Conor O'Callaghan (0:57)
Glad to be here. This is gonna be a really exciting one.
Cole Smead (1:00)
This will be really fun. This is a person that I got to know through you and is a very warm person. And I would also say I've never had someone treat me so grandfatherly. And you love the person as soon as you meet him, which makes him just an incredible person to be around. In this episode we are going to discuss the history of the potato Irish Potato famine with a gentleman who was the Taoiseach from 2011 to 2017. Joining us today is Enda Kenny. Mr. Kenny, so glad you're here with us.
Enda Kenny (1:31)
Well, very glad to join you on on on a subject that is that is imprinted on the DNA of our people.
Cole Smead (1:39)
Enda, it's well known that you are a proud Mayo man. Connacht is the hardest hit area of Ireland during the potato famine. Did this affect those places like Mayo even more than the rest of the country? And what are the lessons or horrors that we take away from this in the effects of Irish culture?
Enda Kenny (1:57)
Yeah, well, this was one of the great humanitarian catastrophes in Europe of its day.
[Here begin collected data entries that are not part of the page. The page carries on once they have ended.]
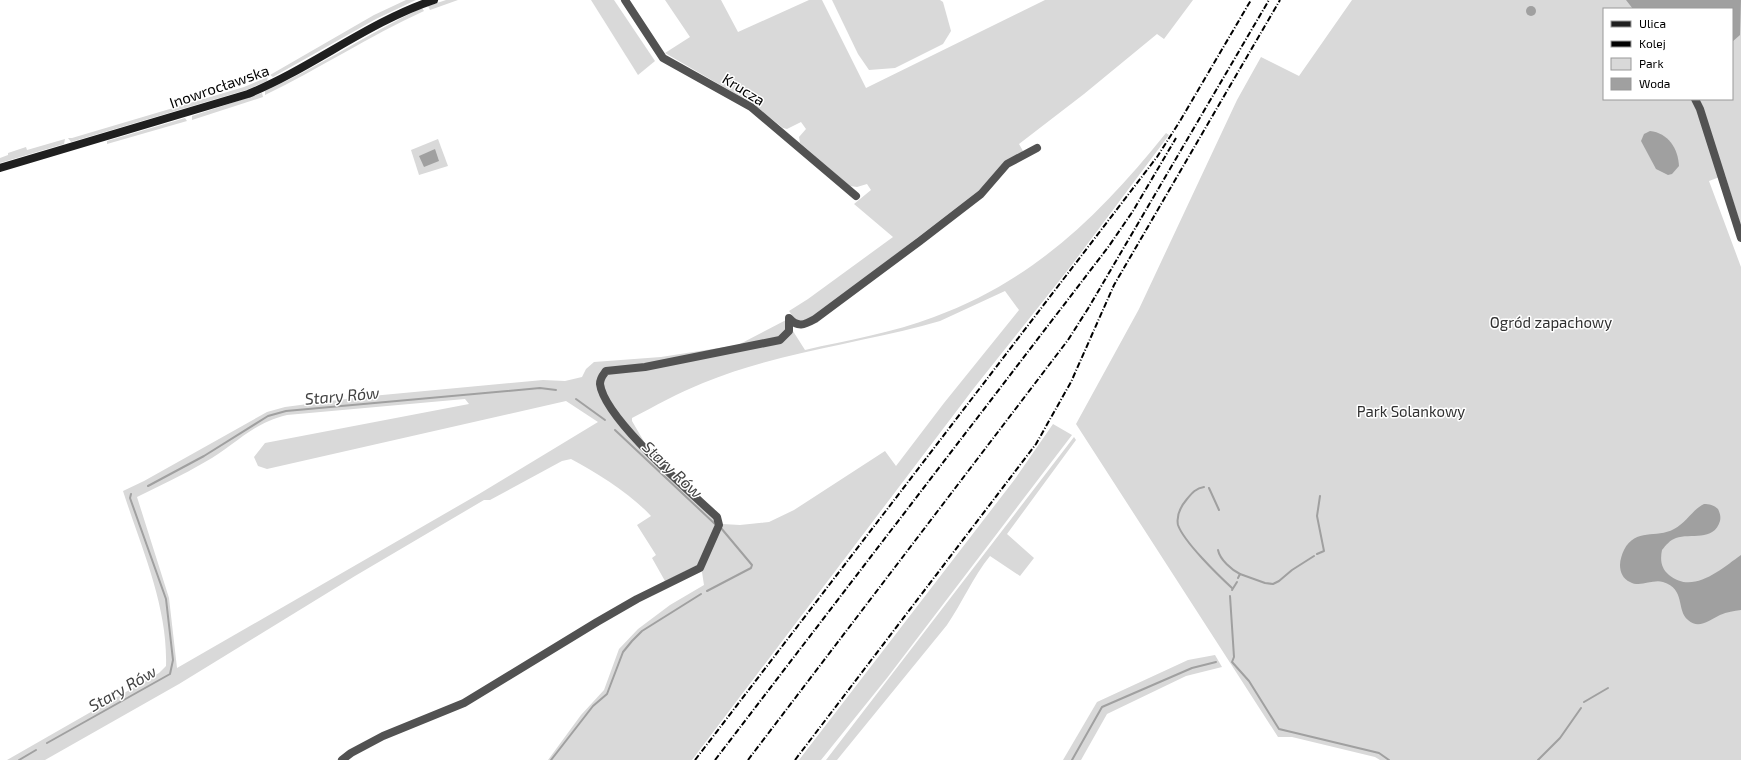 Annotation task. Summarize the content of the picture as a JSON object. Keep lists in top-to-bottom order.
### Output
{
  "streets": {
    "main road": ["Inowrocławska"],
    "street": ["Krucza"]
  },
  "water": ["Stary Rów"],
  "parks": ["Ogród zapachowy", "Park Solankowy"],
  "legend": [
    "Ulica",
    "Kolej",
    "Park",
    "Woda"
  ]
}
And the legacy of the great famine, which was due to the failure of the potato crop, affected the demography, the culture, the tradition, the language, the relationships between Ireland and Britain, which was a colonizing country at the time. And the impact is self evident today in the fact that 35 million Americans signed their birth certificates as being descended directly from the Irish. When Australia celebrated its bicentennial a number of years ago, 50% of the population in Australia at that time was directly Irish and the population dropped from 8 million to less than 4 million died on the roadsides. Another million emigrated to America. As John F. Kennedy quoted the poet saying, they're going, going, going. And we cannot bid them stay across the bowl of bitter tears. So that legacy is left to the Irish. And I think in one sense, it has impacted in. In many different ways, because 60 years ago, an organization was founded here in Ireland called Goethe G O R T A. That's a Gaelic word in Irish word for famine. And the great famine due to the potato failure in 1845, 47 and beyond was called in the Irish language UN Gore the Great Hunger. And that charitable organization has demonstrated that proportionately the Irish contribution to humanitarian aid around the world has been second to none fact in the top three at all times for a small population. Because of that very fact, you understood what was a humanitarian, cultural, social, political community disaster. And at a time in. In those periods, for instance, when workhouses were built and provided to bring people there to. To try to endure when the main crop failed, for instance, In Ballina town, 20 miles from here, the workhouse had over 3,000 destitute individuals. And I mean destitute. The disease, like typhoid, spread rapidly. Dysentery, all of these things were endemic in the population. And that legacy, believe you me, is emotional and raw and very easy to recover. When you talk about humanitarian disasters today, in fact, it's the reverse of what you have now in Gaza, where you have trucks piled up waiting to get in to deliver food aid to people. In Westport, 12 miles from here, which was then a port on the west coast, you had ships actually leaving the port laden with food for Britain when you had hundreds and thousands of individuals on the roadsides starving.